+++ Records for the task +++

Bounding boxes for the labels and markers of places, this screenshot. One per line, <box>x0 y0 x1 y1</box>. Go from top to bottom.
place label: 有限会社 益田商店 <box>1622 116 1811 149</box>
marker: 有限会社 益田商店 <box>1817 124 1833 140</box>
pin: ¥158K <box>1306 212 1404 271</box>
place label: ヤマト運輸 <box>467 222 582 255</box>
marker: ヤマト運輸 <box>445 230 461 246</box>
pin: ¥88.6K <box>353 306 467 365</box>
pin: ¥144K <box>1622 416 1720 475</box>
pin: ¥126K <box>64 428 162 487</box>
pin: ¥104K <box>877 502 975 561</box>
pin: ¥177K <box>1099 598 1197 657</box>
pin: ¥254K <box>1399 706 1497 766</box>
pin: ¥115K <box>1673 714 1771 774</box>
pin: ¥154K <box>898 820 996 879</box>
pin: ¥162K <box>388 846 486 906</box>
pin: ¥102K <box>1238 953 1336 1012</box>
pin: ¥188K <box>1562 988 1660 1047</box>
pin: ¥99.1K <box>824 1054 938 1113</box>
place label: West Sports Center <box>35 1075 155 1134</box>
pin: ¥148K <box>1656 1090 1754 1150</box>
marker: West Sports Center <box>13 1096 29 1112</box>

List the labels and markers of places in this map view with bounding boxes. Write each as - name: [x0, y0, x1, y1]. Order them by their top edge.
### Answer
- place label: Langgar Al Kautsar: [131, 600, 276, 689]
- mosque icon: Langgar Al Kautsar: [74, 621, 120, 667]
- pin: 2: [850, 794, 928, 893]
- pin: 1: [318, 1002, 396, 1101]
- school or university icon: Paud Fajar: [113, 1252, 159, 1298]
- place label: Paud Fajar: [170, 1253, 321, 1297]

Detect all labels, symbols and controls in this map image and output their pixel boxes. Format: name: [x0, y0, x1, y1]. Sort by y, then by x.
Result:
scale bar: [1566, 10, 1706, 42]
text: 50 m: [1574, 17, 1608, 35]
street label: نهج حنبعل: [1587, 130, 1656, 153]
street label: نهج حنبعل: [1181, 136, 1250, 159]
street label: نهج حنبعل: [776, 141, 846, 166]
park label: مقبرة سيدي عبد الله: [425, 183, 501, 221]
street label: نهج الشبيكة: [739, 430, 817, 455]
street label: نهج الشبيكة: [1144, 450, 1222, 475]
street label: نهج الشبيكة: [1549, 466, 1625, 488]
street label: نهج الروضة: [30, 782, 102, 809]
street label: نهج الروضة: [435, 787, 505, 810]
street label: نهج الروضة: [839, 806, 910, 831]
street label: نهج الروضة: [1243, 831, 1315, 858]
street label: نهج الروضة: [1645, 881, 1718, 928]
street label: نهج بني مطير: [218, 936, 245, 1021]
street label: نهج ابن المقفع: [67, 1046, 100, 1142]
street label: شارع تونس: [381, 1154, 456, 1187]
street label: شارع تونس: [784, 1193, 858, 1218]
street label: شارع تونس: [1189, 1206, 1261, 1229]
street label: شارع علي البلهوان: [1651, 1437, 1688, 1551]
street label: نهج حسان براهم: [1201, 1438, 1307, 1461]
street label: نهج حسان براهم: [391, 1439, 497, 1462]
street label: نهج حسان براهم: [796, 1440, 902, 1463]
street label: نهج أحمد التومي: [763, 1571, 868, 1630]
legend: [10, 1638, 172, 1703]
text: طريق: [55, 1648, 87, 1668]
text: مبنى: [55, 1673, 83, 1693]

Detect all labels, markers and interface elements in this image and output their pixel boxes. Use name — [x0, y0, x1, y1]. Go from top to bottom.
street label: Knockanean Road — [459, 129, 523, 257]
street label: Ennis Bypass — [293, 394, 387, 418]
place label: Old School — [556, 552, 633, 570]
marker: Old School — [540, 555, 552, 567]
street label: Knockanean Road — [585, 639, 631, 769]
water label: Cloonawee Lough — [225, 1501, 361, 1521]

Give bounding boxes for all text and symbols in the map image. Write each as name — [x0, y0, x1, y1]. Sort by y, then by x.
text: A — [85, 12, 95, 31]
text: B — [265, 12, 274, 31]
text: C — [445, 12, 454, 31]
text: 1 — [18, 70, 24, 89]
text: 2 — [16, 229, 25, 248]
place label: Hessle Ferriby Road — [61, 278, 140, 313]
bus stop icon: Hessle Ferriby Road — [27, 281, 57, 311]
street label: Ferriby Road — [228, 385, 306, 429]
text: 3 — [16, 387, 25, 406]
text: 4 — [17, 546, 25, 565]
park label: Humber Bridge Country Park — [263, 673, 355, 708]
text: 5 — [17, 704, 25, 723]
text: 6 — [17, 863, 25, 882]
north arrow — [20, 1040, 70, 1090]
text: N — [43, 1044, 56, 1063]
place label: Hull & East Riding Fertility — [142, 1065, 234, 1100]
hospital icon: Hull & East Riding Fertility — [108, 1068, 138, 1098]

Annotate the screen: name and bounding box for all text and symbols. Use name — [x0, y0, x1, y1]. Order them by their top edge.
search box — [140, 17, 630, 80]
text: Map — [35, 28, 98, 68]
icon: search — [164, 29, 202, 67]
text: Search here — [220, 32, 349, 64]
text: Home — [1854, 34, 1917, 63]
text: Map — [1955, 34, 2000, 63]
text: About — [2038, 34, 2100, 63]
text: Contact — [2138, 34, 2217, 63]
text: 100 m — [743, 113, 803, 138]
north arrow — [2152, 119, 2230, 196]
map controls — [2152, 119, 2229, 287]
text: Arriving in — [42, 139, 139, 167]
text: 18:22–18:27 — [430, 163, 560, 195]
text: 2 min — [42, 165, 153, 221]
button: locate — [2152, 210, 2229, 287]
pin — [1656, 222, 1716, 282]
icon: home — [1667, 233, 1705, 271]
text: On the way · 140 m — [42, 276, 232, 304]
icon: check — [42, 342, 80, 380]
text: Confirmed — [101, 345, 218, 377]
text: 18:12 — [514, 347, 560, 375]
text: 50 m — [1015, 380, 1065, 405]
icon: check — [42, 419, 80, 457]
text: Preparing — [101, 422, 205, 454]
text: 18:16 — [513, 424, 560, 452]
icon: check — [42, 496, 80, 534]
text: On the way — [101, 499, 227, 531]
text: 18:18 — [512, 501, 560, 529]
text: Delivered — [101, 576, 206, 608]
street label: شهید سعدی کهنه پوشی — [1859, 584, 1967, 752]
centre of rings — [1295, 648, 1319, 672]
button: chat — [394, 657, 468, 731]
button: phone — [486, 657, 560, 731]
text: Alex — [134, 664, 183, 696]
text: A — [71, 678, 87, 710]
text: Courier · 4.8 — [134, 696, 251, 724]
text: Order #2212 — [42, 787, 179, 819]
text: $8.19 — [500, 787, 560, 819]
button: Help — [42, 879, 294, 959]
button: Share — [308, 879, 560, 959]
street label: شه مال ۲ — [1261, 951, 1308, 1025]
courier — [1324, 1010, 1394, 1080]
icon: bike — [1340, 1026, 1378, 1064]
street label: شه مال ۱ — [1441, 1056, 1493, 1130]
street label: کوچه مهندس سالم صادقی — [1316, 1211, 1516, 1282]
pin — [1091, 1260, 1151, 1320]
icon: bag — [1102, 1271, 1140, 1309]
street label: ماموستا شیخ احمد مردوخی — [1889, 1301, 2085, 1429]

+++

> _Exercise prompt_
Restating the data word for word is the whole task.

> _Answer section_
Bounding boxes for the labels and markers of places, this screenshot. One per line, <box>x0 y0 x1 y1</box>. Go from top to bottom.
place label: 有限会社 益田商店 <box>1622 116 1811 149</box>
marker: 有限会社 益田商店 <box>1817 124 1833 140</box>
pin: ¥158K <box>1306 212 1404 271</box>
place label: ヤマト運輸 <box>467 222 582 255</box>
marker: ヤマト運輸 <box>445 230 461 246</box>
pin: ¥88.6K <box>353 306 467 365</box>
pin: ¥144K <box>1622 416 1720 475</box>
pin: ¥126K <box>64 428 162 487</box>
pin: ¥104K <box>877 502 975 561</box>
pin: ¥177K <box>1099 598 1197 657</box>
pin: ¥254K <box>1399 706 1497 766</box>
pin: ¥115K <box>1673 714 1771 774</box>
pin: ¥154K <box>898 820 996 879</box>
pin: ¥162K <box>388 846 486 906</box>
pin: ¥102K <box>1238 953 1336 1012</box>
pin: ¥188K <box>1562 988 1660 1047</box>
pin: ¥99.1K <box>824 1054 938 1113</box>
place label: West Sports Center <box>35 1075 155 1134</box>
pin: ¥148K <box>1656 1090 1754 1150</box>
marker: West Sports Center <box>13 1096 29 1112</box>

List the labels and markers of places in this map view with bounding boxes. Write each as - name: [x0, y0, x1, y1]. Order them by their top edge.
### Answer
- place label: Langgar Al Kautsar: [131, 600, 276, 689]
- mosque icon: Langgar Al Kautsar: [74, 621, 120, 667]
- pin: 2: [850, 794, 928, 893]
- pin: 1: [318, 1002, 396, 1101]
- school or university icon: Paud Fajar: [113, 1252, 159, 1298]
- place label: Paud Fajar: [170, 1253, 321, 1297]

Detect all labels, symbols and controls in this map image and output their pixel boxes. Format: name: [x0, y0, x1, y1]. Sort by y, then by x.
Result:
scale bar: [1566, 10, 1706, 42]
text: 50 m: [1574, 17, 1608, 35]
street label: نهج حنبعل: [1587, 130, 1656, 153]
street label: نهج حنبعل: [1181, 136, 1250, 159]
street label: نهج حنبعل: [776, 141, 846, 166]
park label: مقبرة سيدي عبد الله: [425, 183, 501, 221]
street label: نهج الشبيكة: [739, 430, 817, 455]
street label: نهج الشبيكة: [1144, 450, 1222, 475]
street label: نهج الشبيكة: [1549, 466, 1625, 488]
street label: نهج الروضة: [30, 782, 102, 809]
street label: نهج الروضة: [435, 787, 505, 810]
street label: نهج الروضة: [839, 806, 910, 831]
street label: نهج الروضة: [1243, 831, 1315, 858]
street label: نهج الروضة: [1645, 881, 1718, 928]
street label: نهج بني مطير: [218, 936, 245, 1021]
street label: نهج ابن المقفع: [67, 1046, 100, 1142]
street label: شارع تونس: [381, 1154, 456, 1187]
street label: شارع تونس: [784, 1193, 858, 1218]
street label: شارع تونس: [1189, 1206, 1261, 1229]
street label: شارع علي البلهوان: [1651, 1437, 1688, 1551]
street label: نهج حسان براهم: [1201, 1438, 1307, 1461]
street label: نهج حسان براهم: [391, 1439, 497, 1462]
street label: نهج حسان براهم: [796, 1440, 902, 1463]
street label: نهج أحمد التومي: [763, 1571, 868, 1630]
legend: [10, 1638, 172, 1703]
text: طريق: [55, 1648, 87, 1668]
text: مبنى: [55, 1673, 83, 1693]

Detect all labels, markers and interface elements in this image and output their pixel boxes. Use name — [x0, y0, x1, y1]. Go from top to bottom.
street label: Knockanean Road — [459, 129, 523, 257]
street label: Ennis Bypass — [293, 394, 387, 418]
place label: Old School — [556, 552, 633, 570]
marker: Old School — [540, 555, 552, 567]
street label: Knockanean Road — [585, 639, 631, 769]
water label: Cloonawee Lough — [225, 1501, 361, 1521]

Give bounding boxes for all text and symbols in the map image. Write each as name — [x0, y0, x1, y1]. Sort by y, then by x.
text: A — [85, 12, 95, 31]
text: B — [265, 12, 274, 31]
text: C — [445, 12, 454, 31]
text: 1 — [18, 70, 24, 89]
text: 2 — [16, 229, 25, 248]
place label: Hessle Ferriby Road — [61, 278, 140, 313]
bus stop icon: Hessle Ferriby Road — [27, 281, 57, 311]
street label: Ferriby Road — [228, 385, 306, 429]
text: 3 — [16, 387, 25, 406]
text: 4 — [17, 546, 25, 565]
park label: Humber Bridge Country Park — [263, 673, 355, 708]
text: 5 — [17, 704, 25, 723]
text: 6 — [17, 863, 25, 882]
north arrow — [20, 1040, 70, 1090]
text: N — [43, 1044, 56, 1063]
place label: Hull & East Riding Fertility — [142, 1065, 234, 1100]
hospital icon: Hull & East Riding Fertility — [108, 1068, 138, 1098]

Annotate the screen: name and bounding box for all text and symbols. Use name — [x0, y0, x1, y1]. Order them by their top edge.
search box — [140, 17, 630, 80]
text: Map — [35, 28, 98, 68]
icon: search — [164, 29, 202, 67]
text: Search here — [220, 32, 349, 64]
text: Home — [1854, 34, 1917, 63]
text: Map — [1955, 34, 2000, 63]
text: About — [2038, 34, 2100, 63]
text: Contact — [2138, 34, 2217, 63]
text: 100 m — [743, 113, 803, 138]
north arrow — [2152, 119, 2230, 196]
map controls — [2152, 119, 2229, 287]
text: Arriving in — [42, 139, 139, 167]
text: 18:22–18:27 — [430, 163, 560, 195]
text: 2 min — [42, 165, 153, 221]
button: locate — [2152, 210, 2229, 287]
pin — [1656, 222, 1716, 282]
icon: home — [1667, 233, 1705, 271]
text: On the way · 140 m — [42, 276, 232, 304]
icon: check — [42, 342, 80, 380]
text: Confirmed — [101, 345, 218, 377]
text: 18:12 — [514, 347, 560, 375]
text: 50 m — [1015, 380, 1065, 405]
icon: check — [42, 419, 80, 457]
text: Preparing — [101, 422, 205, 454]
text: 18:16 — [513, 424, 560, 452]
icon: check — [42, 496, 80, 534]
text: On the way — [101, 499, 227, 531]
text: 18:18 — [512, 501, 560, 529]
text: Delivered — [101, 576, 206, 608]
street label: شهید سعدی کهنه پوشی — [1859, 584, 1967, 752]
centre of rings — [1295, 648, 1319, 672]
button: chat — [394, 657, 468, 731]
button: phone — [486, 657, 560, 731]
text: Alex — [134, 664, 183, 696]
text: A — [71, 678, 87, 710]
text: Courier · 4.8 — [134, 696, 251, 724]
text: Order #2212 — [42, 787, 179, 819]
text: $8.19 — [500, 787, 560, 819]
button: Help — [42, 879, 294, 959]
button: Share — [308, 879, 560, 959]
street label: شه مال ۲ — [1261, 951, 1308, 1025]
courier — [1324, 1010, 1394, 1080]
icon: bike — [1340, 1026, 1378, 1064]
street label: شه مال ۱ — [1441, 1056, 1493, 1130]
street label: کوچه مهندس سالم صادقی — [1316, 1211, 1516, 1282]
pin — [1091, 1260, 1151, 1320]
icon: bag — [1102, 1271, 1140, 1309]
street label: ماموستا شیخ احمد مردوخی — [1889, 1301, 2085, 1429]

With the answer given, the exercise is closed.